Networking is the lifeblood of the cloud. In an environment that makes both server and storage resources available at hyperscale, the provisioning and utilization of cloud-based services primarily involves moving data from place to place quickly and efficiently. But not all cloud network architectures are the same; performance can vary widely from provider to provider. Even if you aren't provisioning actual network services from a cloud provider, you should still include some basic networking items in your next SLA. Some of these may fall outside the providers' standard agreements, but they want your business, so it never hurts to ask.
In truth, all aspects of the cloud service should be subject to uptime requirements. Networking deserves special attention, however, given that when it goes down, so does the entire service. Networking is also much more difficult to restore properly once connectivity has been lost. At the moment, most cloud providers guarantee 99.9 percent uptime (so much for five- or even four-nines availability), which translates to about 45 minutes of lost access per month. Some providers, however, offer 100 percent uptime. This doesn't mean they will never suffer an outage, just that any unplanned loss of service at all entitles the customer to compensation, the next item on our list.
What happens when providers fail to maintain uptime levels? You'll find a wide range of remedies throughout the cloud universe, where providers strive to keep their customers happy without giving away the store. Contracts for part-time service usually feature a one-to-one return (or higher) of free service for time lost. Full-time contracts employ a variety of rebates, such as a day’s credit for each hour of downtime above SLA limits or a sliding scale that lowers monthly bills in proportion to time lost. Make the methods used in calculating compensation levels a key factor in the selection of your cloud provider.
Some argue that the only performance measurement that matters in the cloud is on the application layer, but the performance of the provider’s internal network infrastructure is crucial for the smooth and reliable delivery of services and hosted applications. So in that vein, both sides need to establish ahead of time what is and is not acceptable network performance. Unlike raw bandwidth or availability, however, performance can be measured in a number of ways, and metrics will vary depending on application and user requirements. Some of the more common items include packet loss, latency and jitter, all of which can be defined within certain parameters to ensure adequate functionality.
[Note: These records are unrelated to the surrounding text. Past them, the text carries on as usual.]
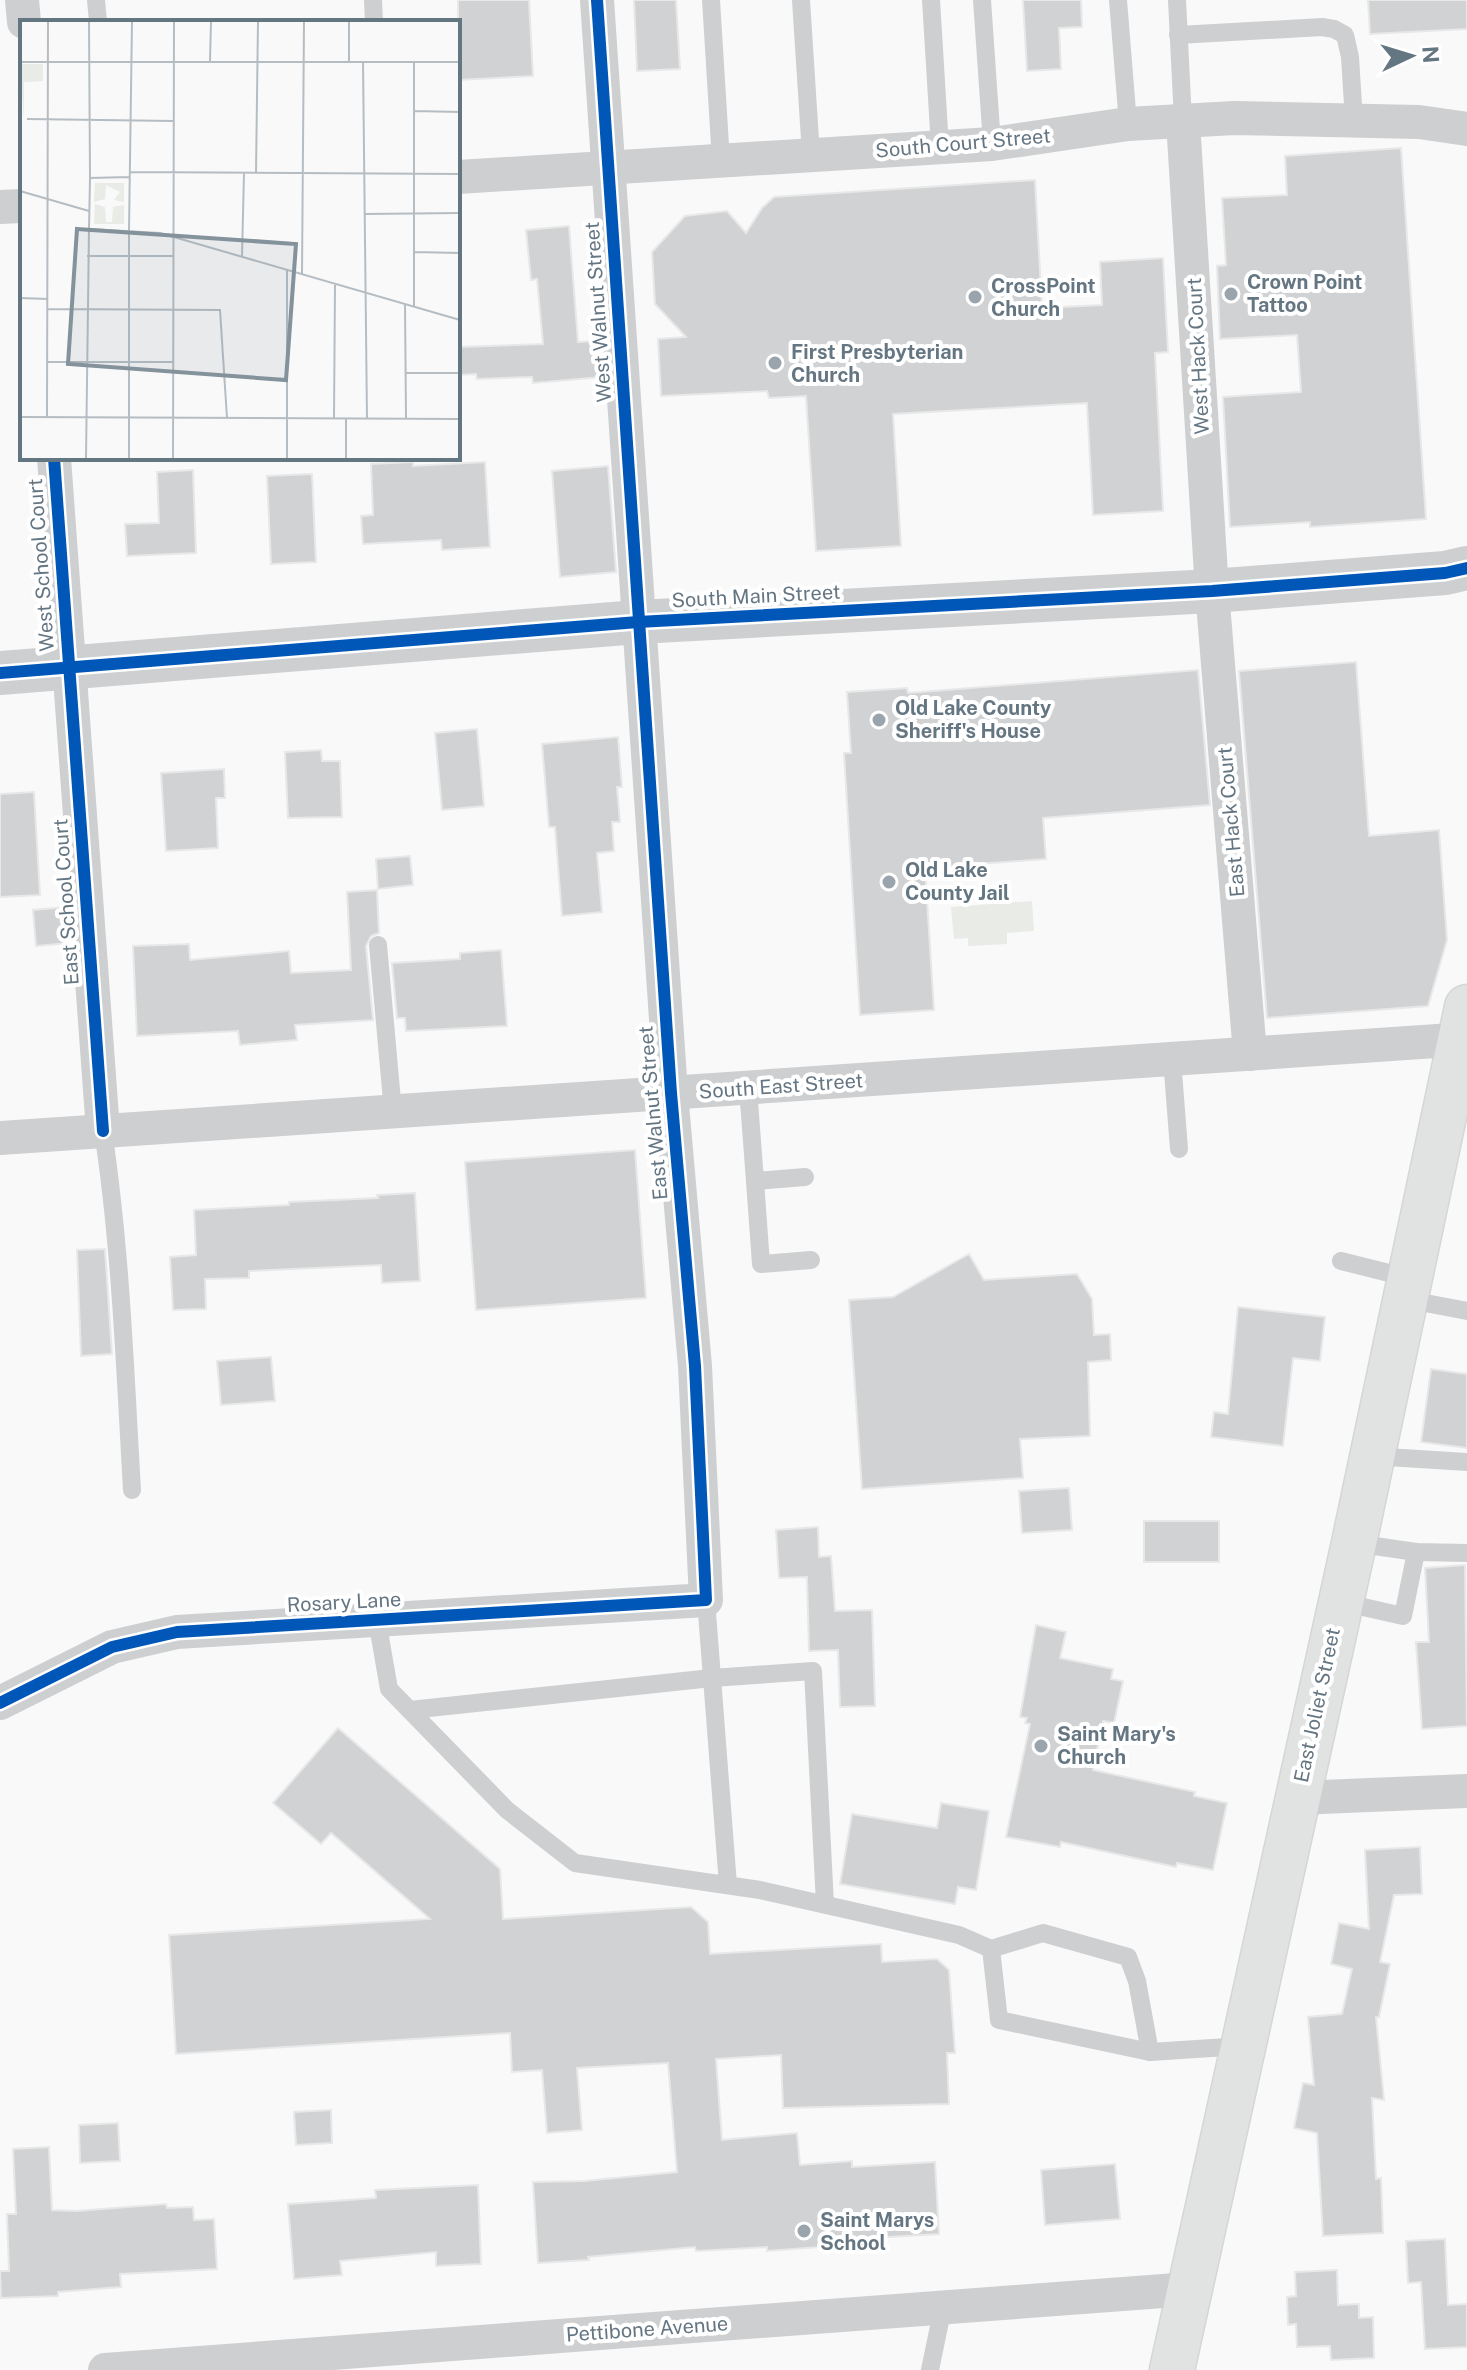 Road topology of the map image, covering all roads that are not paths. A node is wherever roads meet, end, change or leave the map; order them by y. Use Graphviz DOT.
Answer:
graph roads {
  1 [pos="22,0"];
  2 [pos="96,0"];
  3 [pos="373,0"];
  4 [pos="597,0"];
  5 [pos="711,0"];
  6 [pos="801,0"];
  7 [pos="931,0"];
  8 [pos="982,0"];
  9 [pos="1118,0"];
  10 [pos="1177,0"];
  11 [pos="24,20"];
  12 [pos="98,20"];
  13 [pos="374,20"];
  14 [pos="1178,35"];
  15 [pos="1183,121"];
  16 [pos="1354,121"];
  17 [pos="1128,124"];
  18 [pos="1467,129"];
  19 [pos="992,144"];
  20 [pos="940,147"];
  21 [pos="811,155"];
  22 [pos="721,161"];
  23 [pos="608,168"];
  24 [pos="460,177"];
  25 [pos="20,206"];
  26 [pos="0,207"];
  27 [pos="54,460"];
  28 [pos="1467,568"];
  29 [pos="1212,591"];
  30 [pos="638,622"];
  31 [pos="68,669"];
  32 [pos="0,673"];
  33 [pos="378,945"];
  34 [pos="1465,1029"];
  35 [pos="1250,1054"];
  36 [pos="1172,1059"];
  37 [pos="748,1088"];
  38 [pos="671,1093"];
  39 [pos="393,1112"];
  40 [pos="103,1131"];
  41 [pos="0,1138"];
  42 [pos="1179,1149"];
  43 [pos="805,1177"];
  44 [pos="755,1181"];
  45 [pos="811,1260"];
  46 [pos="1341,1261"];
  47 [pos="1407,1288"];
  48 [pos="1467,1311"];
  49 [pos="1371,1456"];
  50 [pos="1467,1462"];
  51 [pos="132,1490"];
  52 [pos="1354,1543"];
  53 [pos="1416,1552"];
  54 [pos="1467,1553"];
  55 [pos="706,1600"];
  56 [pos="1340,1602"];
  57 [pos="377,1620"];
  58 [pos="712,1678"];
  59 [pos="0,1703"];
  60 [pos="410,1710"];
  61 [pos="1467,1791"];
  62 [pos="1297,1798"];
  63 [pos="728,1885"];
  64 [pos="825,1904"];
  65 [pos="991,1949"];
  66 [pos="1243,2046"];
  67 [pos="1150,2052"];
  68 [pos="1190,2289"];
  69 [pos="943,2307"];
  70 [pos="105,2370"];
  71 [pos="930,2370"];
  72 [pos="1172,2370"];
  1 -- 11 [label="street"];
  2 -- 12 [label="lane"];
  3 -- 13 [label="lane"];
  4 -- 23 [label="street, West Walnut Street"];
  5 -- 22 [label="lane"];
  6 -- 21 [label="lane"];
  7 -- 20 [label="lane"];
  8 -- 19 [label="lane"];
  9 -- 17 [label="lane"];
  10 -- 14 [label="lane"];
  14 -- 15 [label="lane"];
  14 -- 16 [label="lane"];
  15 -- 16 [label="street, South Court Street"];
  15 -- 17 [label="street, South Court Street"];
  15 -- 29 [label="street, West Hack Court"];
  16 -- 18 [label="street, South Court Street"];
  17 -- 19 [label="street, South Court Street"];
  19 -- 20 [label="street, South Court Street"];
  20 -- 21 [label="street, South Court Street"];
  21 -- 22 [label="street, South Court Street"];
  22 -- 23 [label="street, South Court Street"];
  23 -- 24 [label="street, South Court Street"];
  23 -- 30 [label="street, West Walnut Street"];
  25 -- 26 [label="street"];
  27 -- 31 [label="street, West School Court"];
  28 -- 29 [label="street, South Main Street"];
  29 -- 30 [label="street, South Main Street"];
  29 -- 35 [label="street, East Hack Court"];
  30 -- 31 [label="street, South Main Street"];
  30 -- 38 [label="street, East Walnut Street"];
  31 -- 32 [label="street, South Main Street"];
  31 -- 40 [label="street, East School Court"];
  33 -- 39 [label="lane"];
  34 -- 35 [label="street, South East Street"];
  34 -- 47 [label="main road, East Joliet Street"];
  35 -- 36 [label="street, South East Street"];
  36 -- 37 [label="street, South East Street"];
  36 -- 42 [label="lane"];
  37 -- 38 [label="street, South East Street"];
  37 -- 44 [label="lane"];
  38 -- 39 [label="street, South East Street"];
  38 -- 55 [label="street, East Walnut Street"];
  39 -- 40 [label="street, South East Street"];
  40 -- 41 [label="street, South East Street"];
  40 -- 51 [label="lane"];
  43 -- 44 [label="lane"];
  44 -- 45 [label="lane"];
  46 -- 47 [label="lane"];
  47 -- 48 [label="lane"];
  47 -- 49 [label="main road, East Joliet Street"];
  49 -- 50 [label="lane"];
  49 -- 52 [label="main road, East Joliet Street"];
  52 -- 53 [label="lane"];
  52 -- 56 [label="main road, East Joliet Street"];
  53 -- 54 [label="lane"];
  53 -- 56 [label="lane"];
  55 -- 57 [label="street, Rosary Lane"];
  55 -- 58 [label="lane"];
  56 -- 62 [label="main road, East Joliet Street"];
  57 -- 59 [label="street, Rosary Lane"];
  57 -- 60 [label="lane"];
  58 -- 60 [label="lane"];
  58 -- 63 [label="lane"];
  58 -- 64 [label="lane"];
  60 -- 63 [label="lane"];
  61 -- 62 [label="street"];
  62 -- 66 [label="main road, East Joliet Street"];
  63 -- 64 [label="lane"];
  64 -- 65 [label="lane"];
  65 -- 67 [label="lane"];
  65 -- 67 [label="lane"];
  66 -- 67 [label="lane"];
  66 -- 68 [label="main road, East Joliet Street"];
  68 -- 69 [label="street, Pettibone Avenue"];
  68 -- 72 [label="main road, East Joliet Street"];
  69 -- 70 [label="street, Pettibone Avenue"];
  69 -- 71 [label="lane"];
}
External Network Performance
The cloud provider cannot be expected to guarantee performance on the carrier network, but you and your provider should still agree upon levels of service that you both promise to maintain. Again, metrics can run the gamut from bandwidth and throughput to packet loss, jitter, and latency. Specific numbers for each metric will vary according to application and service needs. Also explore ways to establish visibility and analysis procedures to determine whose infrastructure is causing a bottleneck.
Few providers include scheduled or even unscheduled maintenance in their downtime calculations, so it is only fair that repairs that affect service should be made during off-hour, low-traffic periods as much as possible. The provider should also deliver formal notification of work to be done, along with the steps being taken to reroute traffic or otherwise limit the impact on service levels. Ultimately, though, the user should be able to provide a certain amount of flexibility when it comes to maintaining cloud infrastructure, as this allows the provider to enhance service in the future.
Discovering problems is one thing. Revealing them to clients is another. All SLAs should contain language describing the type and frequency of reports expected, as well as emergency notification procedures should unexpected downtime occur. Providers should also offer full disclosure following an outage, including the cause, resolution, and steps taken to prevent recurrence. Clients, meanwhile, should reserve the right to employ their own SLA management and compliance systems, if only to gain an independent means of verifying the provider's numbers.
The broader service contract most likely includes this, but dispute resolution is such a touchy subject that it bears inclusion in the SLA. Naturally, clarity in defining issues like uptime and performance, as well as reporting procedures, should help reduce both the severity and duration of disputes. That said, having a formal procedure in place, perhaps even including a third-party moderator in case things get ugly, can prove particularly useful for those who sign long-term contracts only to find that service is not what was promised. After all, the last thing anyone wants is for the lawyers to get involved.
Just about every SLA will include exceptions to protect providers from things beyond their control. These might include hacking (although network security systems and procedures should be disclosed up front), natural disasters, government action and the like. Providers also shouldn’t be liable for client-side connectivity issues, such as hardware failures or transport-layer problems on the client side. Again, though, adequate monitoring and broad visibility remains essential to determine where problems lie.
Service providers are increasingly outsourcing infrastructure, including networking, to third-party providers. This can not only affect performance and availability, but also poses a potential security threat if the provider’s provider does not maintain the standards you expect. It also opens up the possibility of long chains of providers backing each other up, resulting in infrastructure distribution beyond your comfort level. The SLA, then, should have strict guidelines as to the use of third-party providers, with clear notification procedures detailing who, where, when and how.
Particularly in multitenant environments, resource utilization must be strictly monitored to protect against overload and ensure that only the resources needed to complete a task are provisioned and paid for. This is particularly important in networking, considering the rapidly shifting data loads that exist on shared networks. Most providers will have established thresholds for both physical and virtual resources, but try to write some guidelines into the SLA so both sides have a clear idea of what the data load-to-resource ratio will be.